• **INSTRUCTIONS TO FOLLOW**
Restate all the entries exactly as they appear, apart from the pictures.

• **INFORMATION**

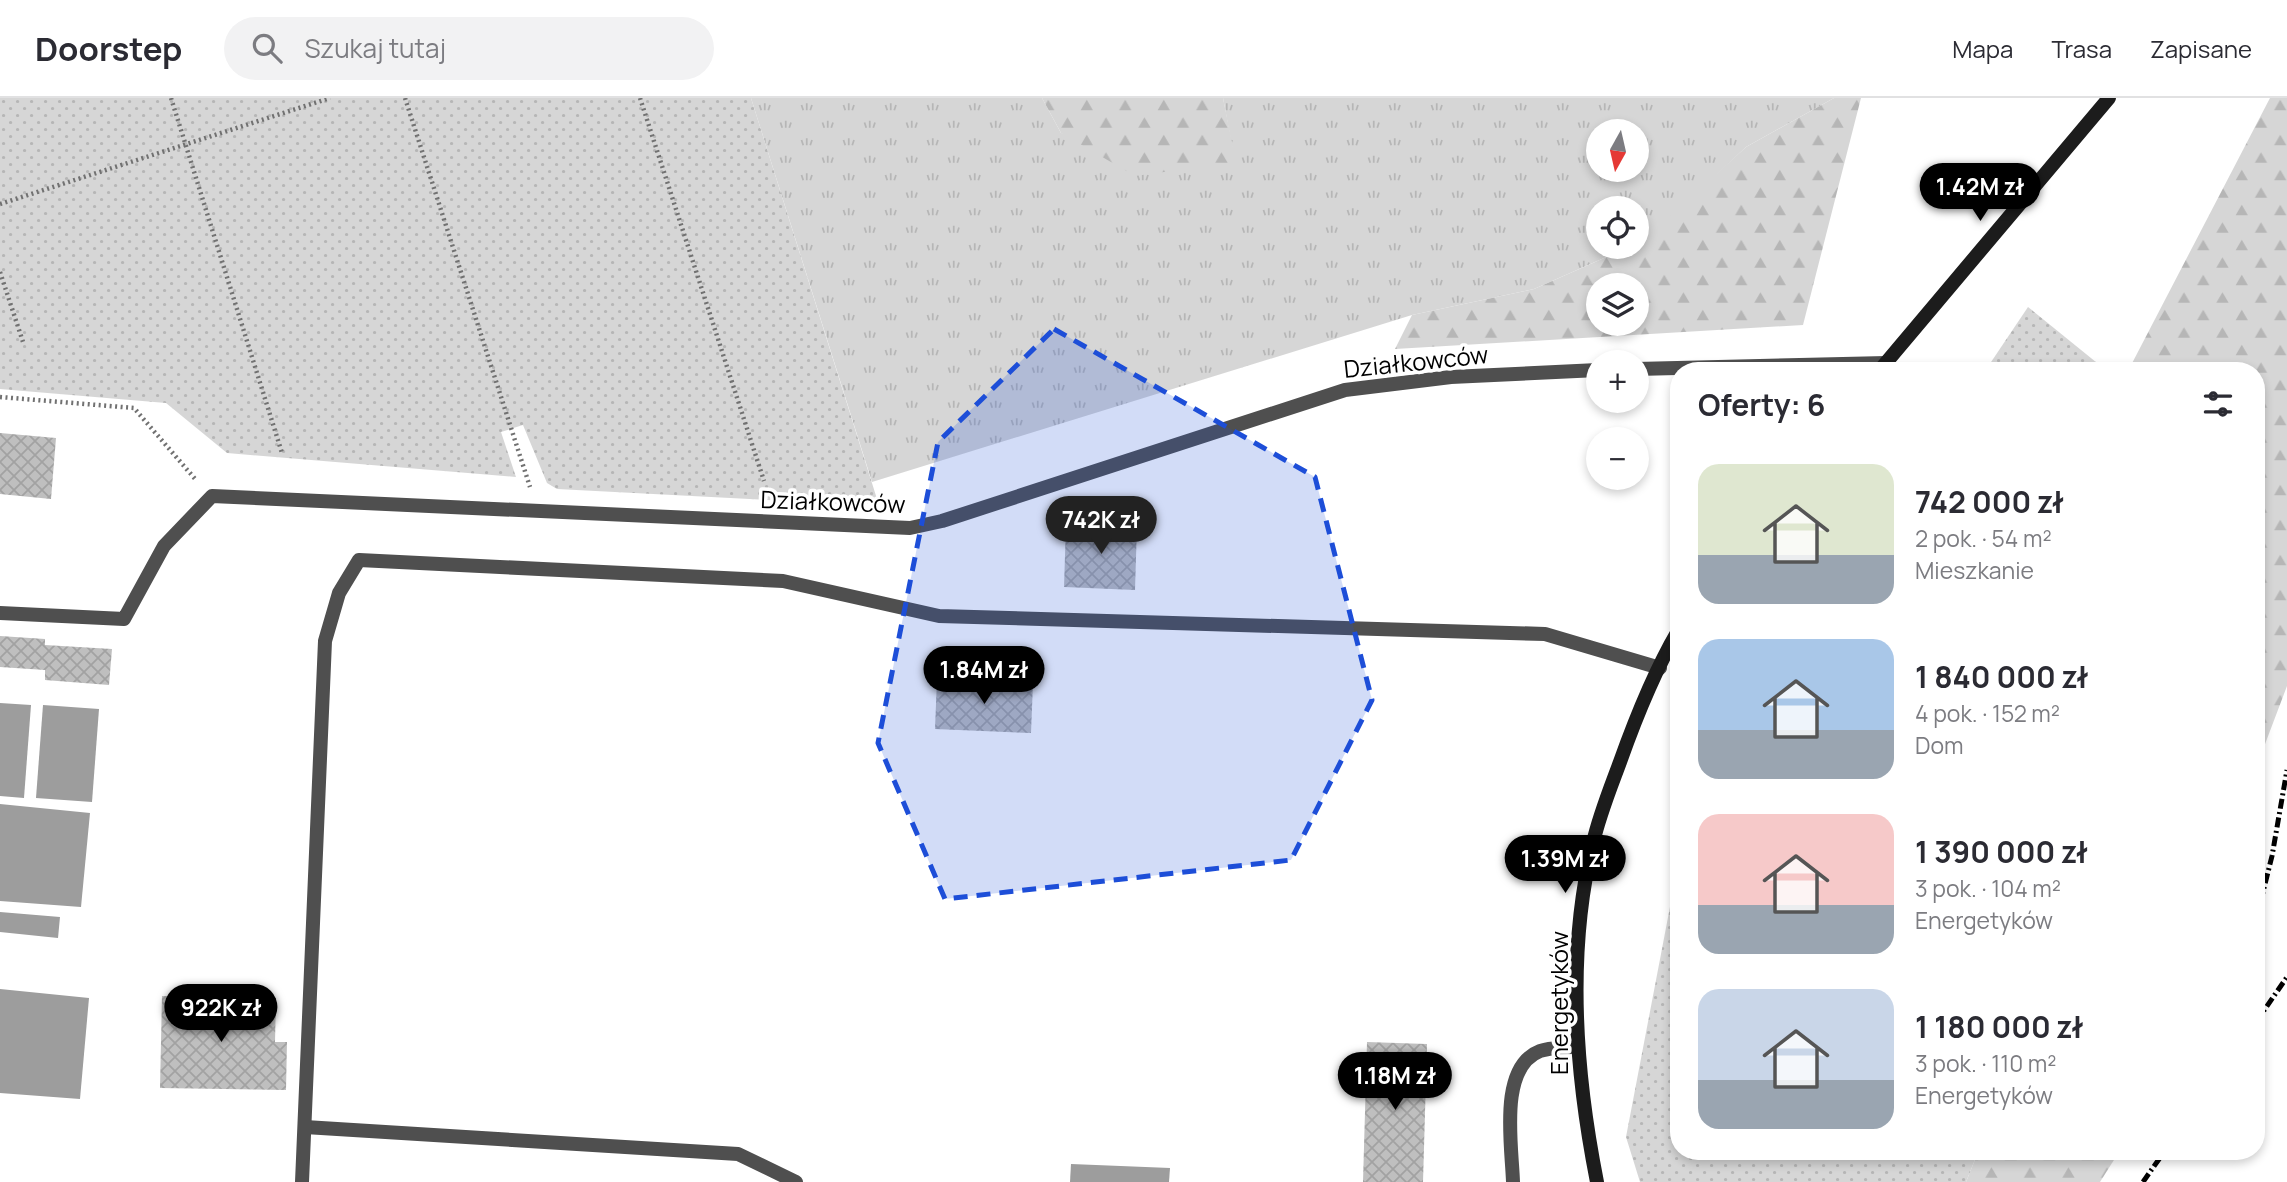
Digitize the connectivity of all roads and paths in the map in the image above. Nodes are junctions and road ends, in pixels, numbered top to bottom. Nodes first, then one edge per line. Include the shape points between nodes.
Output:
1 (171, 98) edge
2 (330, 98) edge
3 (405, 98) edge
4 (640, 98) edge
5 (2109, 98) edge
6 (185, 145) junction
7 (0, 204) edge
8 (0, 272) edge
9 (24, 345) dead end
10 (1886, 362) edge
11 (1649, 369) edge
12 (1670, 369) edge
13 (1586, 371) edge
14 (0, 397) edge
15 (282, 453) dead end
16 (764, 481) dead end
17 (212, 496) junction
18 (537, 511) junction
19 (0, 613) edge
20 (1670, 647) edge
21 (1660, 668) junction
22 (1578, 1046) junction
23 (305, 1127) junction
24 (302, 1182) edge
25 (796, 1182) edge
26 (1513, 1182) edge
27 (1597, 1182) edge

1 - 6 path
2 - 6 path
3 - 18 path
4 - 16 path
5 - 10 street
6 - 7 path
6 - 15 path
8 - 9 path
11 - 12 lane
13 - 18 lane, Działkowców via 1451,377 1345,390 910,528
14 - 17 path via 134,408
17 - 18 lane, Działkowców
17 - 19 lane via 164,546 124,618
20 - 21 street, Energetyków
21 - 22 street, Energetyków via 1628,740 1593,841 1577,960
21 - 23 lane via 1545,634 939,616 783,581 359,560 339,593 325,641
22 - 26 lane via 1540,1051 1516,1073 1511,1091
22 - 27 street, Energetyków
23 - 24 lane
23 - 25 lane via 738,1154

• **ANSWER SECTION**
Digitize the connectivity of all roads and paths in the map in the image above. Nodes are junctions and road ends, in pixels, numbered top to bottom. Nodes first, then one edge per line. Include the shape points between nodes.
Output:
1 (171, 98) edge
2 (330, 98) edge
3 (405, 98) edge
4 (640, 98) edge
5 (2109, 98) edge
6 (185, 145) junction
7 (0, 204) edge
8 (0, 272) edge
9 (24, 345) dead end
10 (1886, 362) edge
11 (1649, 369) edge
12 (1670, 369) edge
13 (1586, 371) edge
14 (0, 397) edge
15 (282, 453) dead end
16 (764, 481) dead end
17 (212, 496) junction
18 (537, 511) junction
19 (0, 613) edge
20 (1670, 647) edge
21 (1660, 668) junction
22 (1578, 1046) junction
23 (305, 1127) junction
24 (302, 1182) edge
25 (796, 1182) edge
26 (1513, 1182) edge
27 (1597, 1182) edge

1 - 6 path
2 - 6 path
3 - 18 path
4 - 16 path
5 - 10 street
6 - 7 path
6 - 15 path
8 - 9 path
11 - 12 lane
13 - 18 lane, Działkowców via 1451,377 1345,390 910,528
14 - 17 path via 134,408
17 - 18 lane, Działkowców
17 - 19 lane via 164,546 124,618
20 - 21 street, Energetyków
21 - 22 street, Energetyków via 1628,740 1593,841 1577,960
21 - 23 lane via 1545,634 939,616 783,581 359,560 339,593 325,641
22 - 26 lane via 1540,1051 1516,1073 1511,1091
22 - 27 street, Energetyków
23 - 24 lane
23 - 25 lane via 738,1154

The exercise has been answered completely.